Suara ibu bergetar-getar. Aku tergugu. Inikah faktanya? Tapi, jika semua telah terbayar, bukankah seharusnya Ibu tak perlu menjadi alat pembayar hutang juga?

"Kalau semua sudah dibayar, berarti Ibu bebas kan? Ayo kita pergi sama-sama."

Ibu menggeleng.

"Hutang uang itu mungkin sudah lunas. Tapi semua itu tak bisa membayar rasa sakit hatinya dan juga dendam. Karena akibat peristiwa itu, Om Reyhan harus kehilangan Ibunya. Dan Ibu… Ibu tak bisa membiarkan dia melakukan hal yang sama pada Eyang."

Sungguh kejutan bertubi-tubi. Aku tak tahu lagi harus melakukan apa untuk membawa Ibu pergi. Usai menutup resleting tas, Ibu memandang Kiara yang masih pulas tertidur. Diciuminya sejenak wajah mungil itu. Beliau lalu memandangku dengan air mata berlinang.

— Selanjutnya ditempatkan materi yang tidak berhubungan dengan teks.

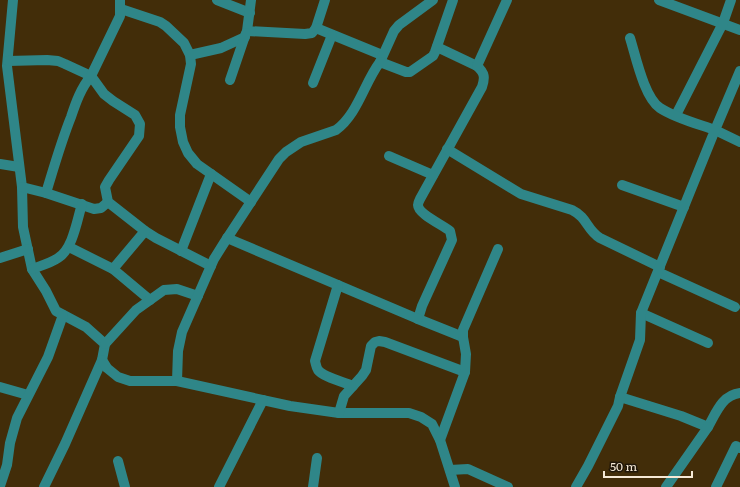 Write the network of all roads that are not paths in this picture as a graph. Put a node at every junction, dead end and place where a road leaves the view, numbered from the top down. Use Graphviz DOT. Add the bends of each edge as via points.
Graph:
graph roads {
  1 [pos="13,0"];
  2 [pos="217,0"];
  3 [pos="251,0"];
  4 [pos="325,0"];
  5 [pos="433,0"];
  6 [pos="453,0"];
  7 [pos="507,0"];
  8 [pos="659,0"];
  9 [pos="731,0"];
  10 [pos="120,5"];
  11 [pos="250,13"];
  12 [pos="723,23"];
  13 [pos="316,28"];
  14 [pos="740,30"];
  15 [pos="246,34"];
  16 [pos="332,35"];
  17 [pos="630,38"];
  18 [pos="437,47"];
  19 [pos="190,55"];
  20 [pos="381,58"];
  21 [pos="8,61"];
  22 [pos="477,66"];
  23 [pos="91,76"];
  24 [pos="739,76"];
  25 [pos="230,80"];
  26 [pos="313,83"];
  27 [pos="5,92"];
  28 [pos="676,116"];
  29 [pos="715,130"];
  30 [pos="740,142"];
  31 [pos="447,149"];
  32 [pos="389,156"];
  33 [pos="0,164"];
  34 [pos="19,167"];
  35 [pos="212,174"];
  36 [pos="433,175"];
  37 [pos="622,185"];
  38 [pos="22,187"];
  39 [pos="46,193"];
  40 [pos="108,202"];
  41 [pos="251,202"];
  42 [pos="82,204"];
  43 [pos="684,207"];
  44 [pos="145,231"];
  45 [pos="227,238"];
  46 [pos="69,247"];
  47 [pos="498,248"];
  48 [pos="28,249"];
  49 [pos="181,251"];
  50 [pos="0,258"];
  51 [pos="212,266"];
  52 [pos="32,269"];
  53 [pos="113,269"];
  54 [pos="659,269"];
  55 [pos="338,285"];
  56 [pos="198,296"];
  57 [pos="150,300"];
  58 [pos="736,307"];
  59 [pos="641,313"];
  60 [pos="63,315"];
  61 [pos="418,319"];
  62 [pos="463,337"];
  63 [pos="708,343"];
  64 [pos="105,344"];
  65 [pos="102,360"];
  66 [pos="465,372"];
  67 [pos="177,381"];
  68 [pos="353,386"];
  69 [pos="0,387"];
  70 [pos="740,393"];
  71 [pos="28,395"];
  72 [pos="620,397"];
  73 [pos="263,400"];
  74 [pos="339,414"];
  75 [pos="708,427"];
  76 [pos="440,440"];
  77 [pos="740,448"];
  78 [pos="317,458"];
  79 [pos="118,461"];
  80 [pos="450,470"];
  81 [pos="0,486"];
  82 [pos="46,486"];
  83 [pos="125,487"];
  84 [pos="219,487"];
  85 [pos="313,487"];
  86 [pos="455,487"];
  87 [pos="508,487"];
  88 [pos="576,487"];
  89 [pos="666,487"];
  90 [pos="716,487"];
  1 -- 21 [label="street"];
  2 -- 11 [label="street"];
  3 -- 11 [label="street"];
  4 -- 13 [label="street"];
  5 -- 20 [label="street" via="398,25"];
  6 -- 18 [label="street"];
  7 -- 22 [label="street"];
  8 -- 12 [label="street"];
  9 -- 12 [label="street"];
  10 -- 19 [label="street" via="166,26 184,43"];
  10 -- 23 [label="street" via="120,16"];
  11 -- 15 [label="street"];
  12 -- 14 [label="street"];
  12 -- 28 [label="street"];
  13 -- 15 [label="street" via="312,33 305,34"];
  13 -- 16 [label="street"];
  15 -- 19 [label="street" via="221,48"];
  15 -- 25 [label="street"];
  16 -- 20 [label="street"];
  16 -- 26 [label="street"];
  17 -- 28 [label="street" via="650,98 659,107"];
  18 -- 20 [label="street" via="433,56 410,72 402,72"];
  18 -- 22 [label="street"];
  19 -- 35 [label="street" via="191,64 180,115 180,127 188,153 197,164"];
  20 -- 41 [label="street" via="346,120 336,130 301,142 286,152"];
  21 -- 23 [label="street" via="58,61"];
  21 -- 27 [label="street"];
  22 -- 31 [label="street" via="485,76 482,87"];
  23 -- 39 [label="street" via="78,96 59,147"];
  23 -- 40 [label="street" via="104,94 135,115 140,127 137,140 105,187"];
  24 -- 29 [label="street"];
  27 -- 34 [label="street"];
  28 -- 29 [label="street"];
  29 -- 30 [label="street"];
  29 -- 43 [label="street"];
  31 -- 36 [label="street"];
  31 -- 54 [label="street" via="521,194 580,214 592,233"];
  32 -- 36 [label="street"];
  33 -- 34 [label="street"];
  34 -- 38 [label="street"];
  35 -- 41 [label="street"];
  35 -- 49 [label="street"];
  36 -- 61 [label="street" via="420,199 419,210 450,231 452,240"];
  37 -- 43 [label="street"];
  38 -- 39 [label="street"];
  38 -- 48 [label="street" via="23,227"];
  39 -- 42 [label="street"];
  40 -- 42 [label="street" via="101,208"];
  40 -- 44 [label="street"];
  41 -- 45 [label="street"];
  42 -- 46 [label="street"];
  43 -- 54 [label="street"];
  44 -- 49 [label="street"];
  44 -- 53 [label="street"];
  45 -- 51 [label="street"];
  45 -- 55 [label="street"];
  46 -- 52 [label="street" via="57,259"];
  46 -- 53 [label="street"];
  47 -- 62 [label="street" via="463,330"];
  48 -- 50 [label="street"];
  48 -- 52 [label="street"];
  49 -- 51 [label="street"];
  51 -- 56 [label="street"];
  52 -- 60 [label="street" via="56,311"];
  53 -- 57 [label="street"];
  54 -- 58 [label="street"];
  54 -- 59 [label="street"];
  55 -- 61 [label="street"];
  55 -- 68 [label="street" via="315,361 317,369 322,374"];
  56 -- 57 [label="street" via="170,289 164,290"];
  56 -- 67 [label="street" via="179,340"];
  57 -- 64 [label="street" via="136,310"];
  59 -- 63 [label="street"];
  59 -- 72 [label="street" via="640,340"];
  60 -- 64 [label="street" via="86,327"];
  60 -- 71 [label="street" via="48,357"];
  61 -- 62 [label="street"];
  62 -- 66 [label="street" via="466,354"];
  64 -- 65 [label="street"];
  65 -- 67 [label="street" via="118,377 130,381"];
  65 -- 82 [label="street"];
  66 -- 68 [label="street" via="379,340 371,346 366,370"];
  66 -- 76 [label="street"];
  67 -- 73 [label="street"];
  68 -- 74 [label="street" via="344,396"];
  69 -- 71 [label="street"];
  70 -- 75 [label="street" via="724,400"];
  71 -- 81 [label="street" via="17,418"];
  72 -- 75 [label="street"];
  72 -- 88 [label="street" via="618,406"];
  73 -- 74 [label="street"];
  73 -- 84 [label="street"];
  74 -- 76 [label="street" via="409,413 432,424"];
  75 -- 89 [label="street"];
  76 -- 80 [label="street"];
  77 -- 90 [label="street" via="736,446"];
  78 -- 85 [label="street"];
  79 -- 83 [label="street"];
  80 -- 86 [label="street"];
  80 -- 87 [label="street" via="468,469"];
}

"Sebelum maghrib, kalian sudah harus pergi dari sini."

"Tapi kemana kami harus pergi, Bu?"

Ya Allah, sungguh teganya Ibu pada kami. Jika Ibu Ibu lain rela melakukan apa saja demi anaknya, Ibu lebih memilih kami pergi dari pada kedamaiannya terancam. Jika Ibu lain memilih anaknya untuk dipertahankan, Ibu lebih memilih Eyang dan suami barunya untuk dijaga hatinya. Ataukah masih ada rahasia lain yang belum kuketahui?

Ibu hanya menggelengkan kepala, membuka pintu kamarku dan pergi. Kutatap punggungnya yang berlalu dari kamar dengan hati pilu. Lalu beralih pada Kiara yang menggeliat dan terbangun melihatku menangis. Sungguh, Hari-hari setelah Ayah pergi adalah hari-hari yang penuh air mata.

"Kakak kenapa?"

Aku mengusap air mata, menatap uang lima ratus ribu di tanganku. Ku paksakan segaris senyum untuknya agar adikku tak ikut merasa sedih meski aku yakin sanubari nya merasakan semua kegetiran ini.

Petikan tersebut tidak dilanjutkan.